Enfin, découpez un disque foliaire pour les feuilles inoculées à Pseudomonas. À des moments précis après l’infiltration de Pseudomonas, utilisez un système de balayage laser confocal pour imager deux disques de feuilles de deux centimètres carrés de la plante unique. Observez les cellules loin du trou d’infiltration pour éviter les cellules mortes tuées par les blessures.

Les effecteurs disloqués de la bactérie ne sont présents qu’en très petites quantités. Par conséquent, vous pouvez augmenter la puissance du laser et obtenir une émission de fluorescence pour détecter un signal fluorescent. Cependant, ne surchargez pas pour éviter de capturer un faux signal d’autofluorescence des cellules végétales.

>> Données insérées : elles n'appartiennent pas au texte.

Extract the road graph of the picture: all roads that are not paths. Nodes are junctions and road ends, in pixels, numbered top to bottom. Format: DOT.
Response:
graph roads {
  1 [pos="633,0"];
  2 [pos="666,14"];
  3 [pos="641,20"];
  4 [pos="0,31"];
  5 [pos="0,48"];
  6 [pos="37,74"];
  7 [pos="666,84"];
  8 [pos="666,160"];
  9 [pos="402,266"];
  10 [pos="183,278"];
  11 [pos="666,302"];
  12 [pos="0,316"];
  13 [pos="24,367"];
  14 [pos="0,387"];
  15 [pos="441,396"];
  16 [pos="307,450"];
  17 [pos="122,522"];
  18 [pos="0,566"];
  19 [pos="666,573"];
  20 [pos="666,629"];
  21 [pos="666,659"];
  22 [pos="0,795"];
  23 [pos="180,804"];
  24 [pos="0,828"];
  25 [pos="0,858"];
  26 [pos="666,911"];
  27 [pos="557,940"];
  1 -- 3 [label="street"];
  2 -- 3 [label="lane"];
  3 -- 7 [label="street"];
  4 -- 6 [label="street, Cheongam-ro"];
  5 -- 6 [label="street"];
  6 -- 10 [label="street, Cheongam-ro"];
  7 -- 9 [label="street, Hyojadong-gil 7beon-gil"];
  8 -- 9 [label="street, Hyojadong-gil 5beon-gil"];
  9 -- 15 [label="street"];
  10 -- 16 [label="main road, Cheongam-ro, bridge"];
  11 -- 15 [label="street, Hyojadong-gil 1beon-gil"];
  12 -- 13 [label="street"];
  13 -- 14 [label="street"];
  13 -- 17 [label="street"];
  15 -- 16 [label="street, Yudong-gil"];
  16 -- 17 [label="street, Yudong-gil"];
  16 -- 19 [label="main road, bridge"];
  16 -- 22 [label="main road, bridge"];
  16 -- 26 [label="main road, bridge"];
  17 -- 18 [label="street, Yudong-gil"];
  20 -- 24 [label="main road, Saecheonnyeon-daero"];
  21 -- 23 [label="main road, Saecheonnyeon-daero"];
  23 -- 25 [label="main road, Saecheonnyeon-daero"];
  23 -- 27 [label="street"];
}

Dans cette étude, une approche basée sur des protéines fluorescentes est utilisée pour surveiller les effecteurs sécrétés par les bactéries dans les cellules hôtes. Un balayage laser confocal d’une feuille de Nicotiana benthamiana trois heures après l’infection est montré ici. Les cellules exprimant uniquement une sfGFP optimisée avec AvrB ne montrent aucun signal fluorescent.

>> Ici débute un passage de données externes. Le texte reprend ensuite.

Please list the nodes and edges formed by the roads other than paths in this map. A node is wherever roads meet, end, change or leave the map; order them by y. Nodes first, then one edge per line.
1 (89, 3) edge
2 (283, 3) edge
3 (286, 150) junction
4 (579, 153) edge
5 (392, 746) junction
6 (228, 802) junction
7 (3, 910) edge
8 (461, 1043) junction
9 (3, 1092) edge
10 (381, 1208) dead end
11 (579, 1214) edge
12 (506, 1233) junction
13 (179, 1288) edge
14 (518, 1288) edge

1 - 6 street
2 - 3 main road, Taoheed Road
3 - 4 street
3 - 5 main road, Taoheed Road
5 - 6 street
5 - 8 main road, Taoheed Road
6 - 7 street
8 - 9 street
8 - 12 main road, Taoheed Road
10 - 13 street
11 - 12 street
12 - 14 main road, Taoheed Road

Cependant, les signaux GFP sont observés à partir des cellules infectées contenant AvrB, sfGFP11. Cela permet de vérifier que le complexe AvrB sfGFP11 est reconstitué avec une sfGFP optimisée dans le cytosol, puis se déplace vers la membrane plasmique. Lors de cette procédure, il est important de se rappeler de garder les matières végétales en bonne santé et de préparer une culture de bactéries fraîches pour les cellules actives.

Suite à cette procédure, d’autres méthodes telles que l’analyse du sang de résine peuvent être mises en œuvre pour comprendre la modification de la fausse traduction des protéines effectrices bactériennes dans les cellules végétales lors des réponses immunitaires des plantes. Après avoir regardé cette vidéo, vous devriez avoir une bonne compréhension de la façon de visualiser l’administration de l’effecteur de type III dans les cellules végétales infectées. Les matières végétales et les cultures de bactéries doivent être éliminées conformément aux critères de votre laboratoire pour les déchets biologiques dangereux et n’oubliez pas de porter votre EPI.